In many a Muslim country conversion to Christianity from Islam still entails the death penalty or social exclusion.
The second foremost problem is Saudi Arabia. “There have been no positive sign [. . .] when it comes to the possibility of getting a place to celebrate Mass for the country’s two million residents.”
Hence, we must be vigilant, warns Cardinal Tauran, when it comes to religious freedom. And yet, despite everything, we “must still meet to listen, understand and make real but modest suggestions as to what can be done.”
This is the 6th conference that Oasis has organised. Since it was created the journal has come out against the “clash of civilisations”, arguing instead that societies, religions and cultures are mixing and engaging one another in dialogue in what the Patriarch of Venice, Card Angelo Scola, has called the “métissage of civilisations.”
This year’s focus, ‘tradition’, presents Christians and Muslims with a challenge, namely how in modern society they can pass on their faith and in connection with other cultures.
The presentation by Malika Zeghal, from the University of Chicago (US), was one of the most interesting. She spoke about the evolution of Islam in the United States, noting that 9/11 terrorist attack against New York’s Twin towers pushed many Muslims to open up to the broader society in order to explain their traditions and lifestyles so that the latter would not be confused with terrorism.
At the same time she suggested that contact with Western society has led Muslims to criticise those who would keep Islam frozen in time and limit the Qur’anic scriptures to a literal interpretation. Instead these same Muslims are open to the equality of men and women even if they continue to insist on preserving the spiritual values of their traditions.
The same thing is happening in France, according to Prof Azzedine Gaci. A professor of chemistry in Lyon (France) and president of the local Regional Council of the Muslim Faith, he argues that Islam and Qur’anic exegesis are already less monolithic than one might think. De facto, he explained, an Islam à la française is already emerging at a political, financial and intellectual level.

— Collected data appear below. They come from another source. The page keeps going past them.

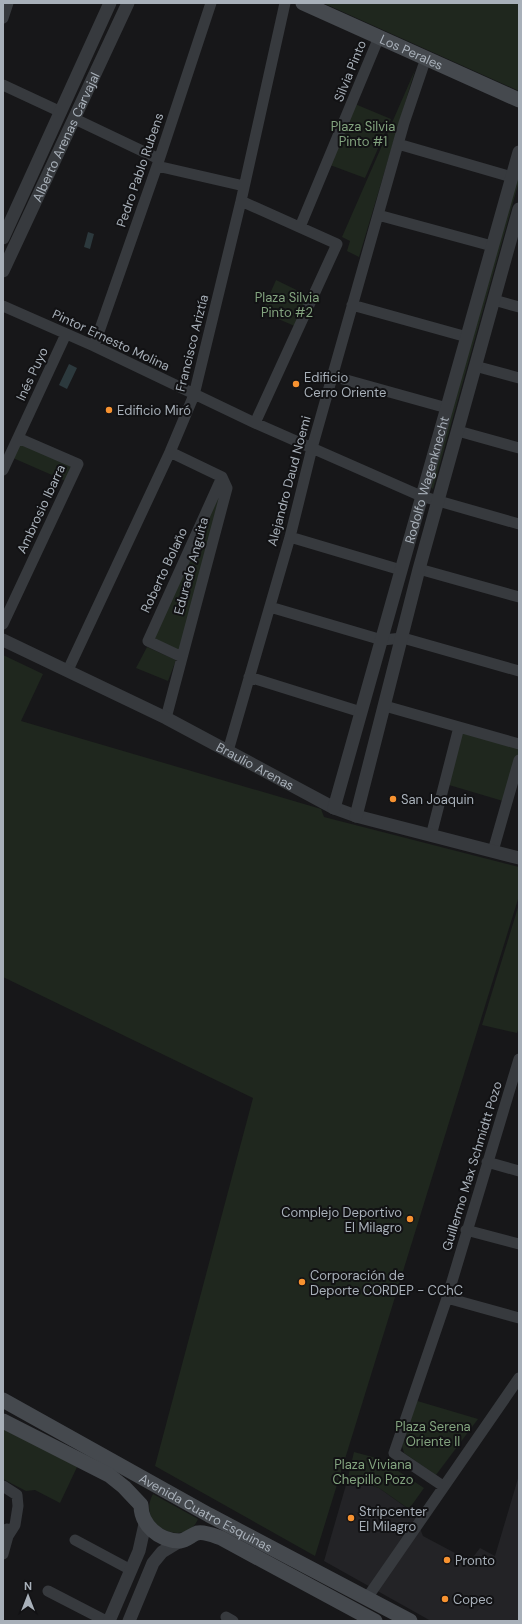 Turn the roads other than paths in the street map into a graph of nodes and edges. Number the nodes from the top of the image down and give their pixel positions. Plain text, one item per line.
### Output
1 (8, 3) edge
2 (110, 3) edge
3 (128, 3) edge
4 (211, 3) edge
5 (285, 3) edge
6 (303, 3) edge
7 (3, 18) edge
8 (379, 37) junction
9 (426, 58) junction
10 (3, 85) edge
11 (519, 100) edge
12 (61, 112) junction
13 (74, 119) junction
14 (398, 144) junction
15 (519, 152) edge
16 (158, 162) junction
17 (512, 177) junction
18 (244, 186) junction
19 (241, 201) junction
20 (519, 209) edge
21 (378, 215) junction
22 (300, 227) junction
23 (3, 238) edge
24 (492, 246) junction
25 (3, 271) edge
26 (494, 300) junction
27 (352, 305) junction
28 (3, 306) edge
29 (519, 307) edge
30 (66, 334) junction
31 (467, 337) junction
32 (94, 346) junction
33 (475, 366) junction
34 (332, 376) junction
35 (519, 378) edge
36 (194, 395) junction
37 (447, 408) junction
38 (255, 423) junction
39 (458, 430) junction
40 (18, 438) junction
41 (312, 448) junction
42 (519, 448) edge
43 (170, 452) junction
44 (3, 470) edge
45 (222, 477) junction
46 (421, 496) junction
47 (438, 502) junction
48 (519, 524) edge
49 (290, 537) junction
50 (419, 569) junction
51 (401, 570) junction
52 (519, 597) edge
53 (270, 607) junction
54 (3, 624) edge
55 (403, 638) junction
56 (3, 640) edge
57 (382, 640) junction
58 (182, 657) junction
59 (68, 670) junction
60 (519, 671) edge
61 (249, 677) junction
62 (384, 706) junction
63 (362, 712) junction
64 (166, 718) junction
65 (459, 727) junction
66 (519, 744) edge
67 (228, 751) junction
68 (519, 760) edge
69 (334, 808) junction
70 (356, 816) junction
71 (431, 836) junction
72 (493, 852) junction
73 (519, 858) edge
74 (519, 1059) edge
75 (514, 1095) edge
76 (487, 1162) junction
77 (519, 1171) edge
78 (466, 1230) junction
79 (519, 1244) edge
80 (447, 1298) junction
81 (519, 1318) edge
82 (519, 1378) edge
83 (514, 1394) edge
84 (3, 1400) edge
85 (3, 1421) edge
86 (153, 1483) junction
87 (3, 1486) edge
88 (443, 1486) junction
89 (141, 1505) junction
90 (208, 1515) junction
91 (145, 1524) junction
92 (198, 1533) junction
93 (75, 1540) dead end
94 (180, 1541) junction
95 (3, 1554) edge
96 (131, 1570) junction
97 (48, 1591) dead end
98 (366, 1598) junction
99 (358, 1617) edge
100 (108, 1621) edge
101 (129, 1621) edge
102 (375, 1621) edge
103 (410, 1621) edge

1 - 7 street
2 - 12 street, Alberto Arenas Carvajal
3 - 13 street, Alberto Arenas Carvajal
4 - 16 street, Pedro Pablo Rubens
5 - 18 street, Francisco Ariztía
6 - 8 main road, Los Perales
8 - 9 main road, Los Perales
8 - 22 street, Silvia Pinto
9 - 11 main road, Los Perales
9 - 14 street, Alejandro Daud Noemi
10 - 12 street
12 - 23 street, Alberto Arenas Carvajal
13 - 16 street
13 - 25 street, Alberto Arenas Carvajal
14 - 17 street
14 - 21 street, Alejandro Daud Noemi
15 - 17 street, Rodolfo Wagenknecht
16 - 18 street
16 - 32 street, Pedro Pablo Rubens
17 - 24 street, Rodolfo Wagenknecht
18 - 19 street, Francisco Ariztía
19 - 22 street
19 - 36 street, Francisco Ariztía
20 - 26 street, Rodolfo Wagenknecht
21 - 24 street
21 - 27 street, Alejandro Daud Noemi
22 - 38 street
24 - 31 street, Rodolfo Wagenknecht
26 - 29 street
26 - 33 street, Rodolfo Wagenknecht
27 - 31 street
27 - 34 street, Alejandro Daud Noemi
28 - 30 street, Pintor Ernesto Molina
30 - 32 street, Pintor Ernesto Molina
30 - 40 street, Inés Puyo
31 - 37 street, Rodolfo Wagenknecht
32 - 36 street, Pintor Ernesto Molina
33 - 35 street
33 - 39 street, Rodolfo Wagenknecht
34 - 37 street
34 - 41 street, Alejandro Daud Noemi
36 - 38 street, Pintor Ernesto Molina
36 - 43 street, Francisco Ariztía
37 - 46 street, Rodolfo Wagenknecht
38 - 41 street, Pintor Ernesto Molina
39 - 42 street
39 - 47 street, Rodolfo Wagenknecht
40 - 44 street, Inés Puyo
40 - 54 street, Ambrosio Ibarra
41 - 46 street, Pintor Ernesto Molina
41 - 49 street, Alejandro Daud Noemi
43 - 45 street
43 - 59 street, Francisco Ariztía
45 - 58 street, Edurado Anguita
45 - 58 street, Roberto Bolaño
46 - 47 street, Pintor Ernesto Molina
46 - 51 street, Rodolfo Wagenknecht
47 - 48 street, Pintor Ernesto Molina
47 - 50 street, Rodolfo Wagenknecht
49 - 51 street
49 - 53 street, Alejandro Daud Noemi
50 - 52 street
50 - 55 street, Rodolfo Wagenknecht
51 - 57 street, Rodolfo Wagenknecht
53 - 57 street
53 - 61 street, Alejandro Daud Noemi
55 - 57 street
55 - 60 street
55 - 62 street, Rodolfo Wagenknecht
56 - 59 street, Braulio Arenas
57 - 63 street, Rodolfo Wagenknecht
58 - 64 street, Edurado Anguita
59 - 64 street, Braulio Arenas
61 - 63 street
61 - 67 street, Alejandro Daud Noemi
62 - 65 street
62 - 70 street, Rodolfo Wagenknecht
63 - 69 street, Rodolfo Wagenknecht
64 - 67 street, Braulio Arenas
65 - 66 street
65 - 71 street
67 - 69 street, Braulio Arenas
68 - 72 street
69 - 70 street, Braulio Arenas
70 - 71 street, Braulio Arenas
71 - 72 street, Braulio Arenas
72 - 73 street, Braulio Arenas
74 - 75 street, Guillermo Max Schmidtt Pozo
75 - 76 street, Guillermo Max Schmidtt Pozo
76 - 77 street
76 - 78 street, Guillermo Max Schmidtt Pozo
78 - 79 street
78 - 80 street, Guillermo Max Schmidtt Pozo
80 - 81 street
80 - 88 street, Guillermo Max Schmidtt Pozo
82 - 83 street
83 - 88 street
84 - 86 main road, Avenida Cuatro Esquinas
85 - 89 main road, Avenida Cuatro Esquinas
86 - 89 main road
86 - 90 main road, Avenida Cuatro Esquinas
87 - 95 street
88 - 98 street
89 - 91 main road, Avenida Cuatro Esquinas
90 - 92 main road
90 - 98 main road, Avenida Cuatro Esquinas
91 - 94 main road
91 - 96 street
92 - 94 main road, Avenida Cuatro Esquinas
92 - 99 main road, Avenida Cuatro Esquinas
93 - 96 street
94 - 101 street
96 - 100 street
97 - 100 street
98 - 103 main road, Avenida Cuatro Esquinas
99 - 102 main road, Avenida Cuatro Esquinas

Of Algerian origins, Gaci said Muslims in France have been pushing to get their own sections in local cemeteries and demanding that more slaughterhouses butcher animals in accordance with Muslim rituals (halal).
At the same time though, he said that many French Muslims want to see French mosques run by French-trained imams, people who have been in contact with and immersed in Western culture, not people who come from Muslim countries.
As far he is concerned, this way the danger of fundamentalism can be reduced.
The third speaker was John Milibank, from the University of Nottingham (United Kingdom) said that in his country 90 per cent of young Muslims are extremist.
In his opinion this is due to the fact that coexistence does not have any Christian (and Catholic) tradition as its basis.
British society he believes is tempted to push religious traditions into the private sphere and organise social life around the principle of relativism.